WHAT IS BEING ASKED
Retype the entries exactly; omit all pictures.

SOURCE MATERIAL
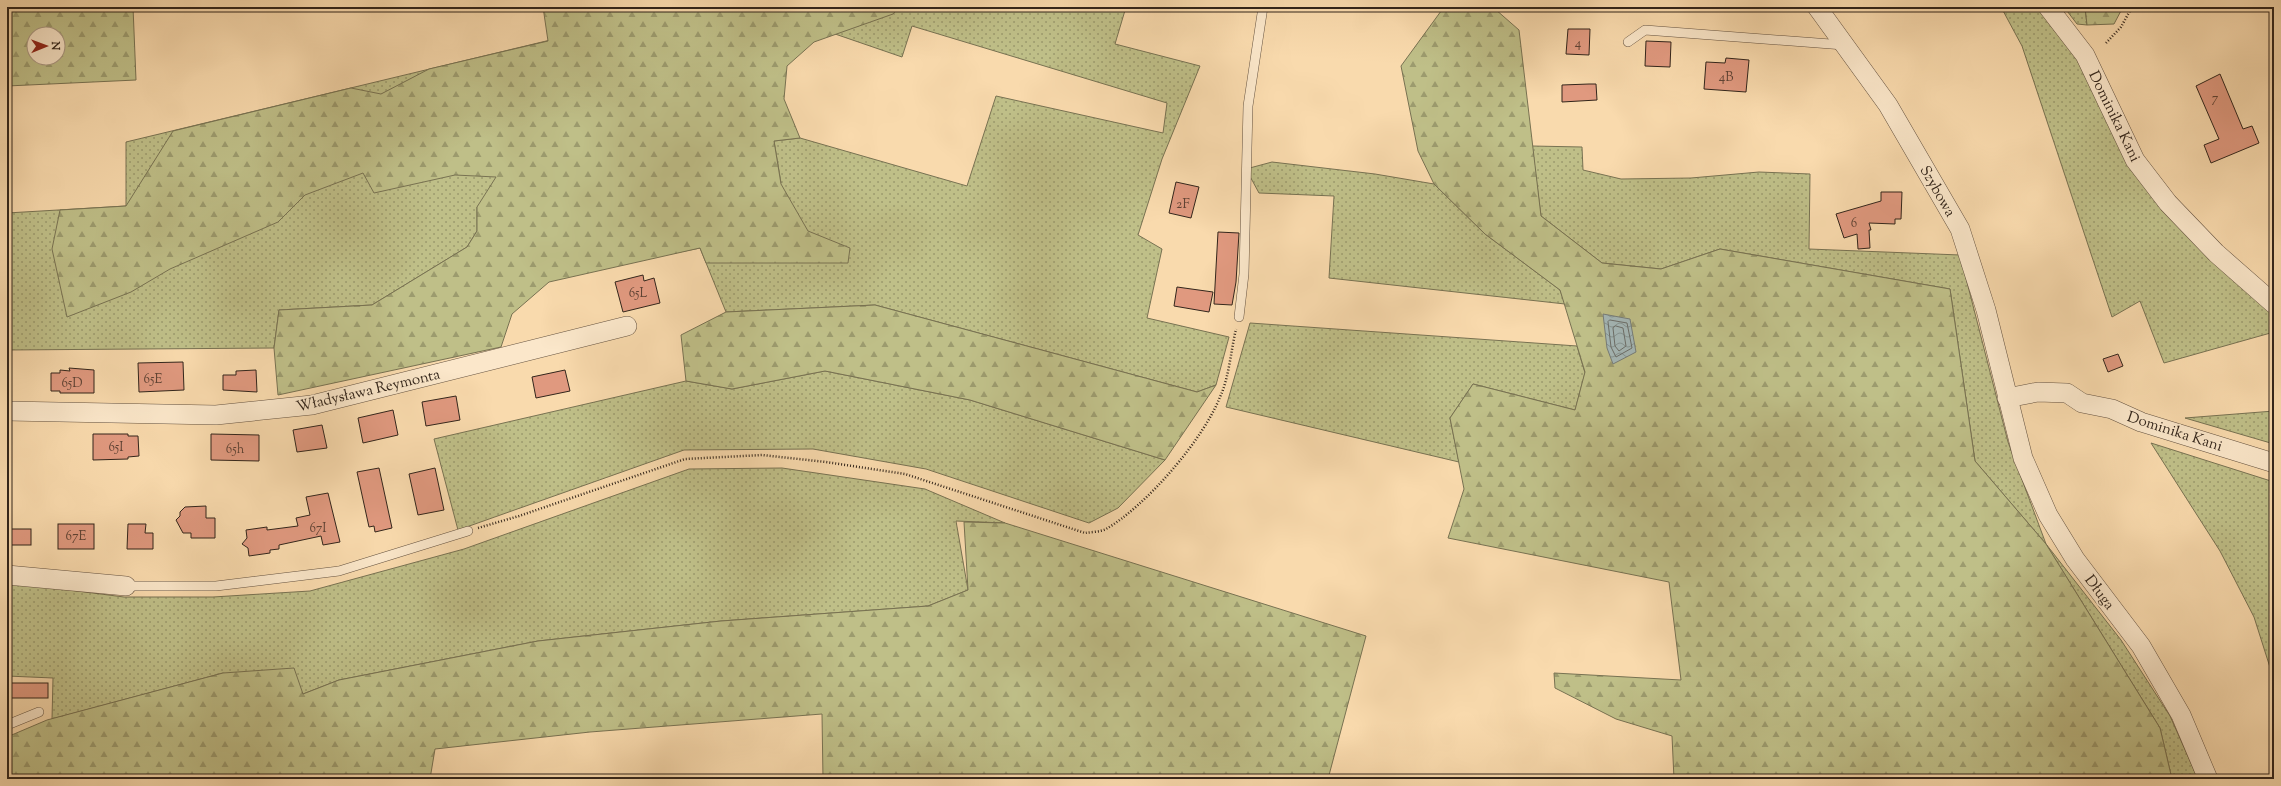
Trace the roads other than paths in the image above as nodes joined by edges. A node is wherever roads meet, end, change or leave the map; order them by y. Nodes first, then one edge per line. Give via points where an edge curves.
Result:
1 (1263, 7) edge
2 (1817, 7) edge
3 (2048, 7) edge
4 (1628, 42) dead end
5 (1845, 45) junction
6 (2274, 304) edge
7 (1239, 317) road end
8 (627, 326) dead end
9 (2007, 398) junction
10 (7, 411) edge
11 (2274, 462) edge
12 (468, 531) road end
13 (7, 575) edge
14 (126, 586) joint
15 (38, 712) dead end
16 (7, 725) edge
17 (2208, 779) edge

1 - 7 lane via 1248,106 1244,274
2 - 5 street, Szybowa
3 - 6 street, Dominika Kani via 2085,55 2135,160 2168,203 2216,252
4 - 5 lane via 1645,30
5 - 9 street, Szybowa via 1888,105 1960,229 1986,310
8 - 10 street, Władysława Reymonta via 312,405 216,415
9 - 11 street, Dominika Kani via 2038,392 2067,393 2082,402 2112,408 2141,422
9 - 17 street, Długa via 2023,458 2048,515 2075,559 2141,646 2181,715
12 - 14 lane via 339,571 216,586
13 - 14 street
15 - 16 lane

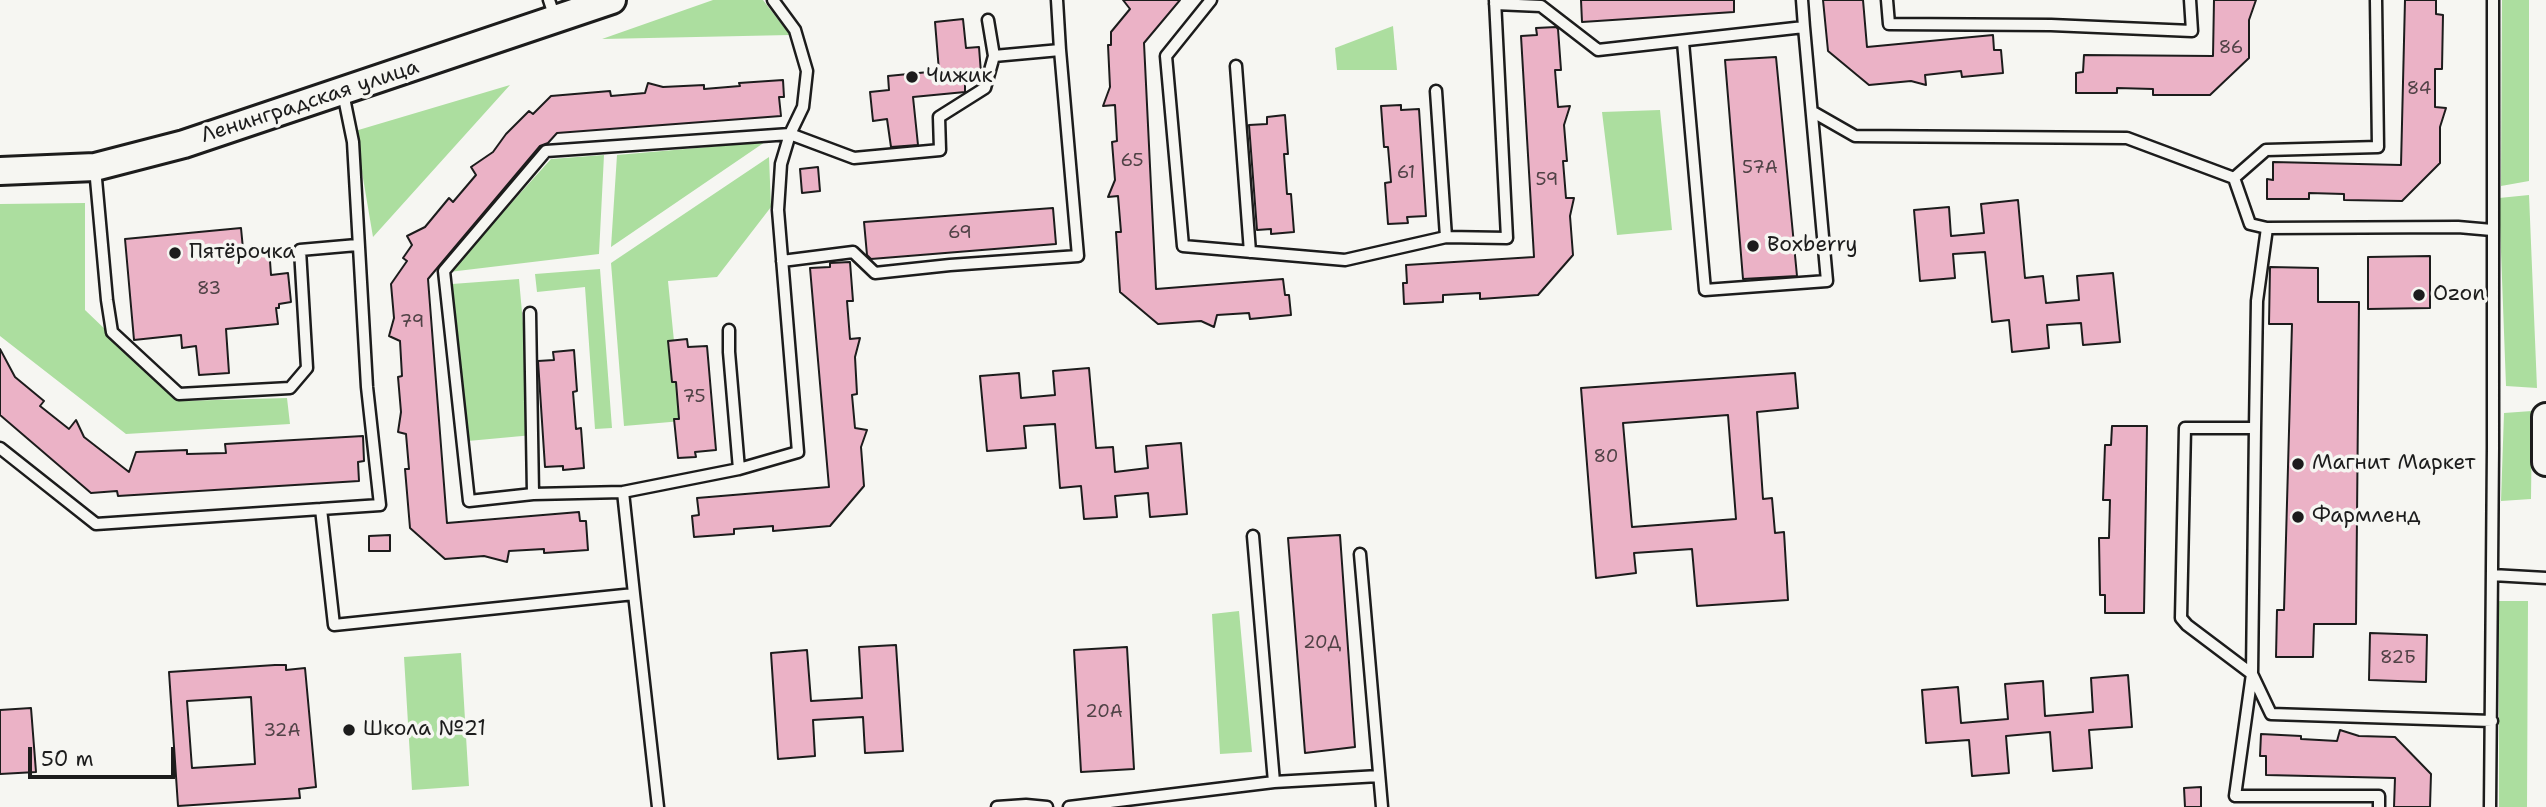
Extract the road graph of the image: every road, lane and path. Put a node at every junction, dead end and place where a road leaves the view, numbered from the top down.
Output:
1 (612, 0) edge
2 (772, 0) edge
3 (1057, 0) edge
4 (1211, 0) edge
5 (1802, 0) edge
6 (1887, 0) edge
7 (2190, 0) edge
8 (2376, 0) edge
9 (2493, 0) edge
10 (1495, 2) edge
11 (552, 9) edge
12 (988, 20) dead end
13 (1804, 27) junction
14 (1683, 42) junction
15 (1060, 50) junction
16 (994, 56) junction
17 (1236, 66) dead end
18 (1436, 91) dead end
19 (342, 92) junction
20 (1812, 112) junction
21 (790, 135) junction
22 (95, 167) junction
23 (0, 171) edge
24 (2234, 178) junction
25 (2267, 228) junction
26 (2492, 230) junction
27 (1446, 237) junction
28 (357, 245) junction
29 (1250, 252) junction
30 (782, 261) junction
31 (530, 313) dead end
32 (729, 330) dead end
33 (2546, 417) edge
34 (2255, 428) junction
35 (0, 448) edge
36 (2546, 462) edge
37 (739, 470) junction
38 (623, 492) junction
39 (533, 494) junction
40 (321, 509) junction
41 (1253, 536) dead end
42 (1360, 554) dead end
43 (2492, 575) junction
44 (2546, 578) edge
45 (634, 594) junction
46 (2252, 674) junction
47 (2492, 721) junction
48 (1379, 776) junction
49 (1274, 782) junction
50 (2235, 796) junction
51 (658, 807) edge
52 (996, 807) edge
53 (1047, 807) edge
54 (1069, 807) edge
55 (1382, 807) edge
56 (2229, 807) edge
57 (2379, 807) edge
58 (2490, 807) edge

1 - 11 street, Ленинградская улица
2 - 21 lane
3 - 15 lane
4 - 29 lane
5 - 13 lane
6 - 7 lane
8 - 24 lane
9 - 26 lane
10 - 14 lane
10 - 27 lane
11 - 19 street, Ленинградская улица
12 - 16 lane
13 - 14 lane
13 - 20 lane
14 - 20 lane
15 - 16 lane
15 - 30 lane
16 - 21 lane
17 - 29 lane
18 - 27 lane
19 - 22 street, Ленинградская улица
19 - 28 lane
20 - 24 lane
21 - 30 lane
21 - 39 lane
22 - 23 street, Ленинградская улица
22 - 28 lane
24 - 25 lane
25 - 26 lane
25 - 34 lane
26 - 43 lane
27 - 29 lane
28 - 40 lane
30 - 37 lane
31 - 39 lane
32 - 37 lane
33 - 36 street
34 - 46 lane
34 - 46 lane
35 - 40 lane
37 - 38 lane
38 - 39 lane
38 - 45 lane
40 - 45 lane
41 - 49 lane
42 - 48 lane
43 - 44 lane
43 - 47 lane
45 - 51 lane
46 - 47 lane
46 - 50 lane
47 - 58 lane
48 - 49 lane
48 - 55 lane
49 - 54 lane
50 - 56 lane
50 - 57 lane
52 - 53 lane

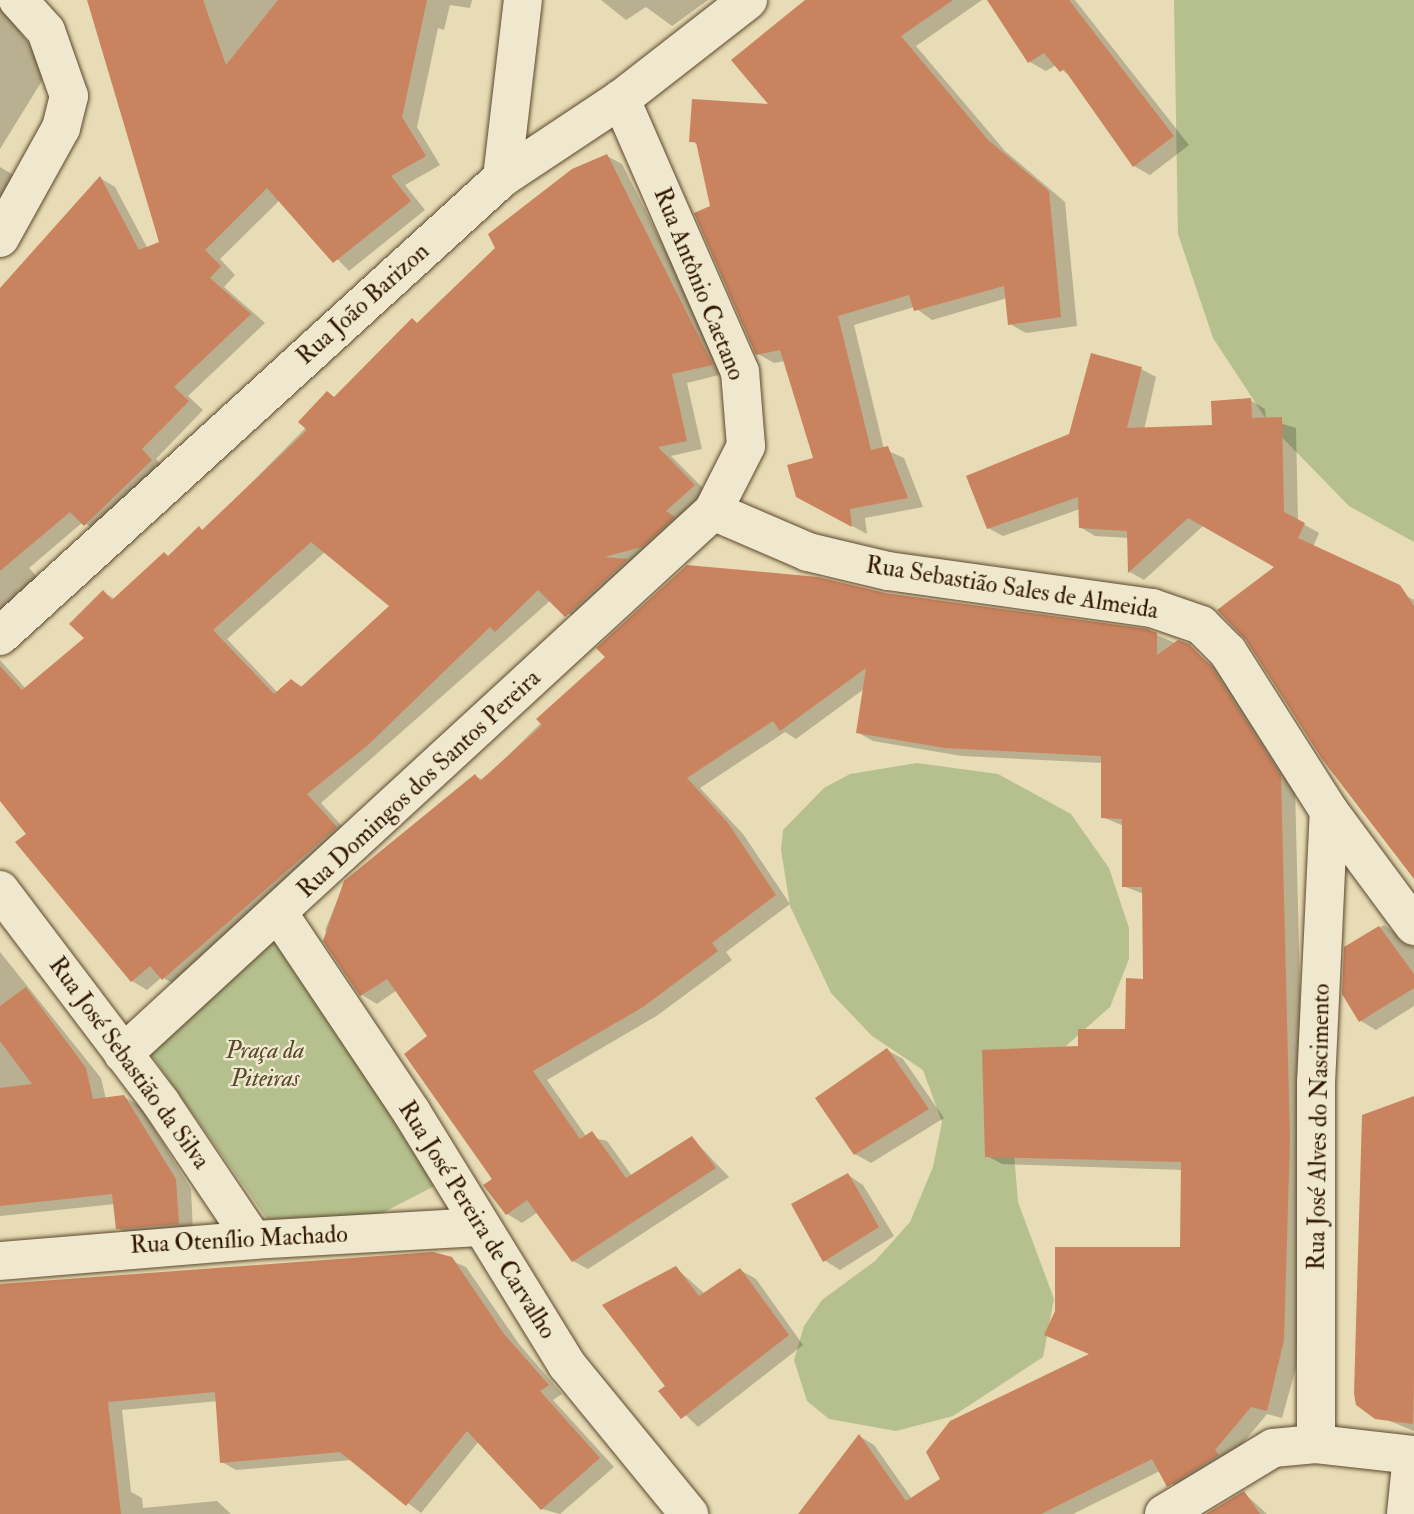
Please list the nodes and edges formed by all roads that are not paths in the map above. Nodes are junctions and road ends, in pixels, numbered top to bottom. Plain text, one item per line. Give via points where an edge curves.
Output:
1 (18, 0) edge
2 (523, 0) edge
3 (748, 0) edge
4 (621, 99) junction
5 (502, 178) junction
6 (0, 238) edge
7 (713, 511) junction
8 (0, 636) edge
9 (1329, 811) junction
10 (0, 890) edge
11 (279, 914) junction
12 (1414, 926) edge
13 (123, 1054) junction
14 (478, 1227) junction
15 (253, 1240) junction
16 (0, 1261) edge
17 (1316, 1444) junction
18 (1413, 1455) edge
19 (689, 1514) edge
20 (1164, 1514) edge
21 (1406, 1514) edge

1 - 6 street via 46,31 69,96 61,128
2 - 5 street
3 - 4 street, Rua João Barizon
4 - 5 street, Rua João Barizon
4 - 7 street, Rua Antônio Caetano via 740,372 746,446
5 - 8 street, Rua João Barizon
7 - 9 street, Rua Sebastião Sales de Almeida via 808,552 848,562 1152,608 1201,625 1228,652
7 - 11 street, Rua Domingos dos Santos Pereira
9 - 12 street, Rua Sebastião Sales de Almeida
9 - 17 street, Rua José Alves do Nascimento via 1316,1083
10 - 13 street, Rua José Sebastião da Silva
11 - 13 street, Rua Domingos dos Santos Pereira
11 - 14 street, Rua José Pereira de Carvalho via 412,1113
13 - 15 street, Rua José Sebastião da Silva
14 - 15 street, Rua Otenílio Machado
14 - 19 street, Rua José Pereira de Carvalho via 567,1365
15 - 16 street, Rua Otenílio Machado
17 - 18 street
17 - 20 street via 1251,1458
18 - 21 street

WRITTEN RESPONSE
Trace the roads other than paths in the image above as nodes joined by edges. A node is wherever roads meet, end, change or leave the map; order them by y. Nodes first, then one edge per line. Give via points where an edge curves.
Result:
1 (1263, 7) edge
2 (1817, 7) edge
3 (2048, 7) edge
4 (1628, 42) dead end
5 (1845, 45) junction
6 (2274, 304) edge
7 (1239, 317) road end
8 (627, 326) dead end
9 (2007, 398) junction
10 (7, 411) edge
11 (2274, 462) edge
12 (468, 531) road end
13 (7, 575) edge
14 (126, 586) joint
15 (38, 712) dead end
16 (7, 725) edge
17 (2208, 779) edge

1 - 7 lane via 1248,106 1244,274
2 - 5 street, Szybowa
3 - 6 street, Dominika Kani via 2085,55 2135,160 2168,203 2216,252
4 - 5 lane via 1645,30
5 - 9 street, Szybowa via 1888,105 1960,229 1986,310
8 - 10 street, Władysława Reymonta via 312,405 216,415
9 - 11 street, Dominika Kani via 2038,392 2067,393 2082,402 2112,408 2141,422
9 - 17 street, Długa via 2023,458 2048,515 2075,559 2141,646 2181,715
12 - 14 lane via 339,571 216,586
13 - 14 street
15 - 16 lane

Extract the road graph of the image: every road, lane and path. Put a node at every junction, dead end and place where a road leaves the view, numbered from the top down.
Output:
1 (612, 0) edge
2 (772, 0) edge
3 (1057, 0) edge
4 (1211, 0) edge
5 (1802, 0) edge
6 (1887, 0) edge
7 (2190, 0) edge
8 (2376, 0) edge
9 (2493, 0) edge
10 (1495, 2) edge
11 (552, 9) edge
12 (988, 20) dead end
13 (1804, 27) junction
14 (1683, 42) junction
15 (1060, 50) junction
16 (994, 56) junction
17 (1236, 66) dead end
18 (1436, 91) dead end
19 (342, 92) junction
20 (1812, 112) junction
21 (790, 135) junction
22 (95, 167) junction
23 (0, 171) edge
24 (2234, 178) junction
25 (2267, 228) junction
26 (2492, 230) junction
27 (1446, 237) junction
28 (357, 245) junction
29 (1250, 252) junction
30 (782, 261) junction
31 (530, 313) dead end
32 (729, 330) dead end
33 (2546, 417) edge
34 (2255, 428) junction
35 (0, 448) edge
36 (2546, 462) edge
37 (739, 470) junction
38 (623, 492) junction
39 (533, 494) junction
40 (321, 509) junction
41 (1253, 536) dead end
42 (1360, 554) dead end
43 (2492, 575) junction
44 (2546, 578) edge
45 (634, 594) junction
46 (2252, 674) junction
47 (2492, 721) junction
48 (1379, 776) junction
49 (1274, 782) junction
50 (2235, 796) junction
51 (658, 807) edge
52 (996, 807) edge
53 (1047, 807) edge
54 (1069, 807) edge
55 (1382, 807) edge
56 (2229, 807) edge
57 (2379, 807) edge
58 (2490, 807) edge

1 - 11 street, Ленинградская улица
2 - 21 lane
3 - 15 lane
4 - 29 lane
5 - 13 lane
6 - 7 lane
8 - 24 lane
9 - 26 lane
10 - 14 lane
10 - 27 lane
11 - 19 street, Ленинградская улица
12 - 16 lane
13 - 14 lane
13 - 20 lane
14 - 20 lane
15 - 16 lane
15 - 30 lane
16 - 21 lane
17 - 29 lane
18 - 27 lane
19 - 22 street, Ленинградская улица
19 - 28 lane
20 - 24 lane
21 - 30 lane
21 - 39 lane
22 - 23 street, Ленинградская улица
22 - 28 lane
24 - 25 lane
25 - 26 lane
25 - 34 lane
26 - 43 lane
27 - 29 lane
28 - 40 lane
30 - 37 lane
31 - 39 lane
32 - 37 lane
33 - 36 street
34 - 46 lane
34 - 46 lane
35 - 40 lane
37 - 38 lane
38 - 39 lane
38 - 45 lane
40 - 45 lane
41 - 49 lane
42 - 48 lane
43 - 44 lane
43 - 47 lane
45 - 51 lane
46 - 47 lane
46 - 50 lane
47 - 58 lane
48 - 49 lane
48 - 55 lane
49 - 54 lane
50 - 56 lane
50 - 57 lane
52 - 53 lane

Please list the nodes and edges formed by all roads that are not paths in the map above. Nodes are junctions and road ends, in pixels, numbered top to bottom. Plain text, one item per line. Give via points where an edge curves.
Output:
1 (18, 0) edge
2 (523, 0) edge
3 (748, 0) edge
4 (621, 99) junction
5 (502, 178) junction
6 (0, 238) edge
7 (713, 511) junction
8 (0, 636) edge
9 (1329, 811) junction
10 (0, 890) edge
11 (279, 914) junction
12 (1414, 926) edge
13 (123, 1054) junction
14 (478, 1227) junction
15 (253, 1240) junction
16 (0, 1261) edge
17 (1316, 1444) junction
18 (1413, 1455) edge
19 (689, 1514) edge
20 (1164, 1514) edge
21 (1406, 1514) edge

1 - 6 street via 46,31 69,96 61,128
2 - 5 street
3 - 4 street, Rua João Barizon
4 - 5 street, Rua João Barizon
4 - 7 street, Rua Antônio Caetano via 740,372 746,446
5 - 8 street, Rua João Barizon
7 - 9 street, Rua Sebastião Sales de Almeida via 808,552 848,562 1152,608 1201,625 1228,652
7 - 11 street, Rua Domingos dos Santos Pereira
9 - 12 street, Rua Sebastião Sales de Almeida
9 - 17 street, Rua José Alves do Nascimento via 1316,1083
10 - 13 street, Rua José Sebastião da Silva
11 - 13 street, Rua Domingos dos Santos Pereira
11 - 14 street, Rua José Pereira de Carvalho via 412,1113
13 - 15 street, Rua José Sebastião da Silva
14 - 15 street, Rua Otenílio Machado
14 - 19 street, Rua José Pereira de Carvalho via 567,1365
15 - 16 street, Rua Otenílio Machado
17 - 18 street
17 - 20 street via 1251,1458
18 - 21 street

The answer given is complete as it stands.